Oleh Rosalind Kerven
Pada zaman dahulu hiduplah seekor kelinci yang selalu khawatir. “Aduh,” sepanjang hari dia akan bergumam, “aduh, aduh.”
Kekhawatiran terbesarnya adalah gempa bumi yang akan bisa terjadi kapan saja. “Kalau itu terjadi,” dia berkata kepada dirinya, “apa yang akan terjadi padaku?”
Suatu pagi, saat dia sedang sangat resah akan hal itu, tiba-tiba ada buah yang sangat besar jatuh dari sebuah pohon di dekat si Kelinci – BRAKKKKKK! - dan membuat seluruh tanah bergetar.
Si Kelinci langsung melompat.
“Gempa bumi!” teriaknya.
Dan dia segera berlari kencang melintasi seluruh padang rumput itu untuk memperingatkan saudara-saudaranya.
“Gempa bumi! Lari, selamatkan dirimu!”
Semua kelinci meninggalkan padang rumput tersebut dan tergesa-gesa mengikutinya.
Mereka bergegas melintasi lembah-lembah, melalui hutan-hutan dan sungai-sungai, serta menuju ke bukit-bukit sambil memperingatkan saudara-saudara mereka yang lain saat mereka melintas.
“Gempa bumi! Lari, selamatkan dirimu!”
Semua kelinci meninggalkan sungai-sungai dan lembah-lembah, bukit-bukit dan hutan-hutan dengan mengikuti kawanannya.
Saat mereka telah mencapai daerah pegunungan, sepuluh ribu ekor kelinci itu menciptakan getaran seperti halilintar di sepanjang lereng gunung.
Saat mereka mencapai puncak tertinggi dari pegunungan itu, si Kelinci memandang ke belakang untuk melihat apakah gempa bumi mendekat ke arah mereka. Namun yang dia lihat hanyalah gelombang besar dari kelinci-kelinci yang sedang berlari kencang.
Lalu dia melihat ke depan dan yang dia lihat hanyalah pegunungan dan lembah-lembah, serta laut biru yang gemerlap di kejauhan.
Saat dia berdiri sambil terengah-engah, datanglah seekor singa.
“Apa yang terjadi?” tanya si Singa.
“Gempa, gempa bumi!” jawab semua kelinci dengan gaduh.
“Gempa bumi?” tanya si Singa. “Siapa yang melihatnya? Siapa yang mendengarnya?”
“Tanya dia, tanya dia!” teriak semua kelinci sambil menunjuk ke arah si Kelinci.

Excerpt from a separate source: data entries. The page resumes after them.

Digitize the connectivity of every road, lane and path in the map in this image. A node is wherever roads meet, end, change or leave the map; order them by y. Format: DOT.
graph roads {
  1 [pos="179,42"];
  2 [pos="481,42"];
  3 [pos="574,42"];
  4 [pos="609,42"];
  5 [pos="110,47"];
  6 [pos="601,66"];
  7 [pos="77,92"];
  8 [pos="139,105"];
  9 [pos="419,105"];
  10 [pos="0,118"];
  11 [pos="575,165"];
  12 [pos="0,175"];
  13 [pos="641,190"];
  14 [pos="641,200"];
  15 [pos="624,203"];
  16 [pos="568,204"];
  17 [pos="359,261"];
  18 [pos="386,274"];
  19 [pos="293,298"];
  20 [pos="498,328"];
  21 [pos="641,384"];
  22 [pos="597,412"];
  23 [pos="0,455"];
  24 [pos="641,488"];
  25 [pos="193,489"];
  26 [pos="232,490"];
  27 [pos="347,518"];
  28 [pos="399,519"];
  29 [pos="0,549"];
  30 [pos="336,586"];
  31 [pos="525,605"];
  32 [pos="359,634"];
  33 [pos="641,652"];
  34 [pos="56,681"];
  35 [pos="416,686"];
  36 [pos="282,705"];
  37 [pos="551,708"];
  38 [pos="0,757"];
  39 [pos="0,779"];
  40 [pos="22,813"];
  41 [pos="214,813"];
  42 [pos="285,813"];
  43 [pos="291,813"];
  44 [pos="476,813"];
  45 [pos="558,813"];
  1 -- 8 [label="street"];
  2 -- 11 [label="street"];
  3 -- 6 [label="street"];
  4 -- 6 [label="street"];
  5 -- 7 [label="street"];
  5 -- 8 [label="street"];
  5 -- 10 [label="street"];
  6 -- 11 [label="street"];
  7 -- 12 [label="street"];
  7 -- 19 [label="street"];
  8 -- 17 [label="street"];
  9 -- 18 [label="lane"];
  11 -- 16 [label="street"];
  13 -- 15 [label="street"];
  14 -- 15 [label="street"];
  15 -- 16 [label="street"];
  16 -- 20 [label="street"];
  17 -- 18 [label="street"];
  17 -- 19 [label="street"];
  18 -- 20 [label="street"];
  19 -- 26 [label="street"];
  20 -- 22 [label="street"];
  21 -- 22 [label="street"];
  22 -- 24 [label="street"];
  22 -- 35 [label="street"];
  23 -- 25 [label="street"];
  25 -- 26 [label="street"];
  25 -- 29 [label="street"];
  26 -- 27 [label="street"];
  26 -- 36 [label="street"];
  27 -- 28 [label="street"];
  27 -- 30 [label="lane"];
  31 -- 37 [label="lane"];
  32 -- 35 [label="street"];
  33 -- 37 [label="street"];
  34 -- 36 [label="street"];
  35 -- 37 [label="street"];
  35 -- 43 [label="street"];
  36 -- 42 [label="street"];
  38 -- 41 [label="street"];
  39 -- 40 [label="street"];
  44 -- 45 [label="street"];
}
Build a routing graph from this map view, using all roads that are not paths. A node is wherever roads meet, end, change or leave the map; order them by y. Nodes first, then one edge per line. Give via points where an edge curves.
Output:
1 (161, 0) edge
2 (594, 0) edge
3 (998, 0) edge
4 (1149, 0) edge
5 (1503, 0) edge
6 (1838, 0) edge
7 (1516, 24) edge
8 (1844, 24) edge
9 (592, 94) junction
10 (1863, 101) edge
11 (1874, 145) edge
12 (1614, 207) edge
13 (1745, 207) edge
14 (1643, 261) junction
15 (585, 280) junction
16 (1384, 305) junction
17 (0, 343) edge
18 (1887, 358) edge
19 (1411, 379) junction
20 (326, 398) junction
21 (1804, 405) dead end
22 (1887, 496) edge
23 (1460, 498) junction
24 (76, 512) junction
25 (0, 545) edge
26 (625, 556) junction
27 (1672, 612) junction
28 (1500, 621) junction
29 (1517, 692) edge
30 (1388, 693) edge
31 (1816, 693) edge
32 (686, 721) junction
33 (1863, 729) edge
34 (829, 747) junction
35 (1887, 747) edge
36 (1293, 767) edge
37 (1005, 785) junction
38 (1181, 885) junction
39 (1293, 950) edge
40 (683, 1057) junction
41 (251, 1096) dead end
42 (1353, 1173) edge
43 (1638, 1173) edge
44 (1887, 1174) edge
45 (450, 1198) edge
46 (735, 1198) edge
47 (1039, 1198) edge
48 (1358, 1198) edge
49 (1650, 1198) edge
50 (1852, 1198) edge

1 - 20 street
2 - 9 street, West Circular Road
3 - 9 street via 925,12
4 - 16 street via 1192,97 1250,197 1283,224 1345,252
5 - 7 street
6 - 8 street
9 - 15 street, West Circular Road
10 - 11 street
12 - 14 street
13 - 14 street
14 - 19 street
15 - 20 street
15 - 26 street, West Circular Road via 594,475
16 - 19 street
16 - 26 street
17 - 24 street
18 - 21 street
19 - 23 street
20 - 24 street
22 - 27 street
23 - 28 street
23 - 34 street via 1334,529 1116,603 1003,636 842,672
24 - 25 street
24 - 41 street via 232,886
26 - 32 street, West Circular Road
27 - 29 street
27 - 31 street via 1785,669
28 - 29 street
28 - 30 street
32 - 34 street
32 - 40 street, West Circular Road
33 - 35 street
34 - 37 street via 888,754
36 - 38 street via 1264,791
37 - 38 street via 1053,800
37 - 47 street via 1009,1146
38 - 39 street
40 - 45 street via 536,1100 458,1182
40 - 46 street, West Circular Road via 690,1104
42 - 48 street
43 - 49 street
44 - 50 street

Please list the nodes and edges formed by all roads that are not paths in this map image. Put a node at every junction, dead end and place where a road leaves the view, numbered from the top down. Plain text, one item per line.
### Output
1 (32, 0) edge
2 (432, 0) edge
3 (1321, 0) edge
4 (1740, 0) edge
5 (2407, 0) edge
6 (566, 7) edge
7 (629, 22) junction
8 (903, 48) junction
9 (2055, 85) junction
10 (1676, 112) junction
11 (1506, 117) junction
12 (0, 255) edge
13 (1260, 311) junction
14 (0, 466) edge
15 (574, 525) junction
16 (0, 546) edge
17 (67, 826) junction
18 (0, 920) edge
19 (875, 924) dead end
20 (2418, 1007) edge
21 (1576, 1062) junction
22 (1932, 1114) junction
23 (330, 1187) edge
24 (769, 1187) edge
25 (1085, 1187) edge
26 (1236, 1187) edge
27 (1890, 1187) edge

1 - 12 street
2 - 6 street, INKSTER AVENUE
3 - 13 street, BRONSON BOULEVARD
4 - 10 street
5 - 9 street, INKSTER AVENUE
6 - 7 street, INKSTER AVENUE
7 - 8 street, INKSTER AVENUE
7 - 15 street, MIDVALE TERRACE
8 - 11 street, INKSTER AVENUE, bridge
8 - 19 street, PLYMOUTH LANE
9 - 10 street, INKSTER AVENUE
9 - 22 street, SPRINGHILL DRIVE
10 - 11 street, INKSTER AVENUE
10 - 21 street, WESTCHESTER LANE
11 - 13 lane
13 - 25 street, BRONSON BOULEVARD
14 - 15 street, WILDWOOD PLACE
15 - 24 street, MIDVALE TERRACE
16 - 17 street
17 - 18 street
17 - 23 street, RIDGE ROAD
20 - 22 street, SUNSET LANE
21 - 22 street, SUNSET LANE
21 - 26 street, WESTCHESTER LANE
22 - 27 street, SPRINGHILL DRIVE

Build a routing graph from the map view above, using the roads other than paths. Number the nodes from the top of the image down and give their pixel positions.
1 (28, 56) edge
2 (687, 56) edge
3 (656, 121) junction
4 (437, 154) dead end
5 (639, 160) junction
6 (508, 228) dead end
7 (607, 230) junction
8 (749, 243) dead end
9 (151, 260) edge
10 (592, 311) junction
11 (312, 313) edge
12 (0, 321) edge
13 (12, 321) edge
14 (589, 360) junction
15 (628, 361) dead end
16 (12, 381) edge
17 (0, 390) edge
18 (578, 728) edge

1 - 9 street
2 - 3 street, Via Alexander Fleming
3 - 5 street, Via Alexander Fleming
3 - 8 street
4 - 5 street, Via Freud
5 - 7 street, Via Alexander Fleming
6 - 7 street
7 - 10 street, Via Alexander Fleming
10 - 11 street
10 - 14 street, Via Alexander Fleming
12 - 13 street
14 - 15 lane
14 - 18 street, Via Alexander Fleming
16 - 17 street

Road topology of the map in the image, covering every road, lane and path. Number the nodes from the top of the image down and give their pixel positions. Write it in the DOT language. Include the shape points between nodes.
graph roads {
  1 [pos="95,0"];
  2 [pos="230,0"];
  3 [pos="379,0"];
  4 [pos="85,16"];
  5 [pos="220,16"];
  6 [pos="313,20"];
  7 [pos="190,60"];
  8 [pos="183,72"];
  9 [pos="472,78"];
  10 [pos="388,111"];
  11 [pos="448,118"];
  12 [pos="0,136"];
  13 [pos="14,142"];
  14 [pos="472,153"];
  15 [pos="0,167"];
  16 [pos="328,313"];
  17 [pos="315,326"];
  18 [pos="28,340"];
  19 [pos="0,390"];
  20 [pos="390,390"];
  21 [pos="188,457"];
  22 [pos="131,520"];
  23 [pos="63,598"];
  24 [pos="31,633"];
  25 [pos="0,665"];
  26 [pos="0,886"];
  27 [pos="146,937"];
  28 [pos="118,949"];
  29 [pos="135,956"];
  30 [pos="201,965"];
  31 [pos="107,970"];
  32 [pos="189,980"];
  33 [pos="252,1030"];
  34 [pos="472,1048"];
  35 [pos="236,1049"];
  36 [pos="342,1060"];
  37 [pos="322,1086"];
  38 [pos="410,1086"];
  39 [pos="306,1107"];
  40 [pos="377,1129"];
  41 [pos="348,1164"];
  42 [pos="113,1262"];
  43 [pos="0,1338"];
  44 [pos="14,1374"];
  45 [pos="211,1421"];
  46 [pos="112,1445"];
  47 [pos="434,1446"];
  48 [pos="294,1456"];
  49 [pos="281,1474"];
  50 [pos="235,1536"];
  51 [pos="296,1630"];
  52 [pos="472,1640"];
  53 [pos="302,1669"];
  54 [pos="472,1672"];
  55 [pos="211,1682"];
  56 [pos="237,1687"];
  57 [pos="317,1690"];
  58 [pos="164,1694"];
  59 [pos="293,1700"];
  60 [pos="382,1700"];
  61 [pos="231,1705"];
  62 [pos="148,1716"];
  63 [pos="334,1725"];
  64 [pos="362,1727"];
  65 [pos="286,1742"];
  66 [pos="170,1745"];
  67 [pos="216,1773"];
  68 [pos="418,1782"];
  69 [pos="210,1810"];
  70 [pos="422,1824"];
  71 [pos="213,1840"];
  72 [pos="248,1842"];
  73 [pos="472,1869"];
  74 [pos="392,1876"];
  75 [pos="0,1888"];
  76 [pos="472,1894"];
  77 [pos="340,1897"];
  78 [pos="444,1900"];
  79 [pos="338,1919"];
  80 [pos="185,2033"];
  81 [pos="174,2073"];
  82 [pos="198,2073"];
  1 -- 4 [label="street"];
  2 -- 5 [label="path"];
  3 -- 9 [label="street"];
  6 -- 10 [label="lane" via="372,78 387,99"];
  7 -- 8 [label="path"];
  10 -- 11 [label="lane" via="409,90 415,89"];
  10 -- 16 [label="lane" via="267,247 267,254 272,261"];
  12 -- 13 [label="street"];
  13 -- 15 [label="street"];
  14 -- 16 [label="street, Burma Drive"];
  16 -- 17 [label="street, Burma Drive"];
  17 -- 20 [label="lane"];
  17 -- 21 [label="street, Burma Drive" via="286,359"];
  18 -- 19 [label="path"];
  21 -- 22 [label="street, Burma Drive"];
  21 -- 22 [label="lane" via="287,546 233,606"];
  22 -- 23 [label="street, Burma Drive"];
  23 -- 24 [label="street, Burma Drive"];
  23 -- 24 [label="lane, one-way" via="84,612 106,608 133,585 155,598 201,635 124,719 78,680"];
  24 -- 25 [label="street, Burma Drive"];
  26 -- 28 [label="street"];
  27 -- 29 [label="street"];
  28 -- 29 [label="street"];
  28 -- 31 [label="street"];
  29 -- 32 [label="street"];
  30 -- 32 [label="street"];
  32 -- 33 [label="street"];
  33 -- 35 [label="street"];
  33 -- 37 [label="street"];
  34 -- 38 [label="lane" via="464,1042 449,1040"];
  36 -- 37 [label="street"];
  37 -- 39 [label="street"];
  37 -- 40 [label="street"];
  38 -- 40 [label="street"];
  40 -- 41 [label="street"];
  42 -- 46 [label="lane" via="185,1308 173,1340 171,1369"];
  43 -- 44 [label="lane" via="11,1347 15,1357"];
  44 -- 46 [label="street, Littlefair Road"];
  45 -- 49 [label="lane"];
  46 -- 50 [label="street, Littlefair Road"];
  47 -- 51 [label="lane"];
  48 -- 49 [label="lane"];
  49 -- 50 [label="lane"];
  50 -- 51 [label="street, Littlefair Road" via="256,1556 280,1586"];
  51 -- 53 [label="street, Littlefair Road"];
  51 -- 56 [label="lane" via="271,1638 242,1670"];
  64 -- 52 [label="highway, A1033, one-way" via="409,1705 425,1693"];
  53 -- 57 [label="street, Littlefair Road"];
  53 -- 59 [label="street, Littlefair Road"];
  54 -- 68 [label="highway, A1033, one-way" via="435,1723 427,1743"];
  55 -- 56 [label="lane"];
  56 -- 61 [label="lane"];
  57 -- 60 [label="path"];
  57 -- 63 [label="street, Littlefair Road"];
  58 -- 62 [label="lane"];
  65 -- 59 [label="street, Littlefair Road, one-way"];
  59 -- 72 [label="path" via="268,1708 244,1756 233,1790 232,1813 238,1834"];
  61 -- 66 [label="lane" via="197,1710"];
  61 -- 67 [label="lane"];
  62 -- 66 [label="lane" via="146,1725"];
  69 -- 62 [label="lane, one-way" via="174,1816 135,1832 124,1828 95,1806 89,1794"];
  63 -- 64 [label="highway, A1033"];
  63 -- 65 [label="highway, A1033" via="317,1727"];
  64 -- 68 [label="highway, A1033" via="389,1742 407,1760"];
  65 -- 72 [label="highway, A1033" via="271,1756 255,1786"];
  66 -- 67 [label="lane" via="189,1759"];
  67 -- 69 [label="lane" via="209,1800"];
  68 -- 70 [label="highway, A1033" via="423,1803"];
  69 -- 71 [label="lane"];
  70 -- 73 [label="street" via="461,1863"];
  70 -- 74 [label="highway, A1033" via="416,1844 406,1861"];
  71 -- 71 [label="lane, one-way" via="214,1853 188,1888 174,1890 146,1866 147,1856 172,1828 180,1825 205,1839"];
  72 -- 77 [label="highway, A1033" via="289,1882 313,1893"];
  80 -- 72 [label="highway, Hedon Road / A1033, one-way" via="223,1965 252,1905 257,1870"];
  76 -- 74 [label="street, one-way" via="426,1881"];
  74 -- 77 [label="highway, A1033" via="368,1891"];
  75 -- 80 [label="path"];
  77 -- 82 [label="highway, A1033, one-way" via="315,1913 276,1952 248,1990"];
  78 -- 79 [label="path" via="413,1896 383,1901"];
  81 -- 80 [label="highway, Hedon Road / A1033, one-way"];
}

Si Singa menoleh ke arah si Kelinci.
“Begini Tuan,” si Kelinci malu-malu berkata, “aku sedang duduk tenang di rumahku dan tiba-tiba ada dentuman mengerikan dan tanah pun bergetar. Aku tahu ini pasti gempa, Tuan. Jadi aku segera berlari sekencang mungkin untuk memperingatkan kelinci yang lain agar mereka lari menyelamatkan diri.”
Si Singa memandang semua kawanan kelinci dengan matanya yang dalam dan bijaksana.
“Saudaraku, apakah kamu cukup berani untuk menunjukkan kepadaku di mana bencana yang mengerikan ini terjadi?”
Si Kelinci sebenarnya tidak terlalu berani, namun dia merasa si Singa ini bisa dipercaya.
Dengan agak malu-malu dia memimpin si Singa turun ke pegunungan dan lembah, melewati sungai, dataran, hutan-hutan, dan padang rumput, sampai akhirnya mereka tiba di rumah si Kelinci.
“Di sini tempat aku mendengarnya, Tuan.”
Si Singa memandang ke sekeliling tempat itu dan segera dia melihat buah yang sangat besar telah jatuh dari pohonnya.
Dia mengambil buah itu dengan mulutnya lalu naik ke sebuah batu besar dan menjatuhkannya kembali ke tanah.
BRAKKK!
Si Kelinci melompat “Gempa bumi! Ayo cepat, lari. Gempa lagi!”
Tapi, tiba-tiba dia tersadar kalau si Singa sedang tertawa dan dia melihat buah besar itu tergeletak di dekat kakinya.
“Oh,” dia berbisik, “jadi ini bukan gempa bumi ya?”
“Bukan,” jawab si Singa,”ini bukan gempa dan kamu tidak perlu takut.”
“Aduh, bodohnya aku!”
Si Singa tersenyum manis. “Jangan dipikirkan, saudara kecil. Kita semua, termasuk aku sendiri, kadang takut akan hal-hal yang tidak kita mengerti.”
Lalu, si Kelinci berjalan kembali ke ribuan kelinci yang masih ada di puncak pegunungan untuk mengabarkan bahwa keadaan sudah aman untuk mereka kembali ke rumah.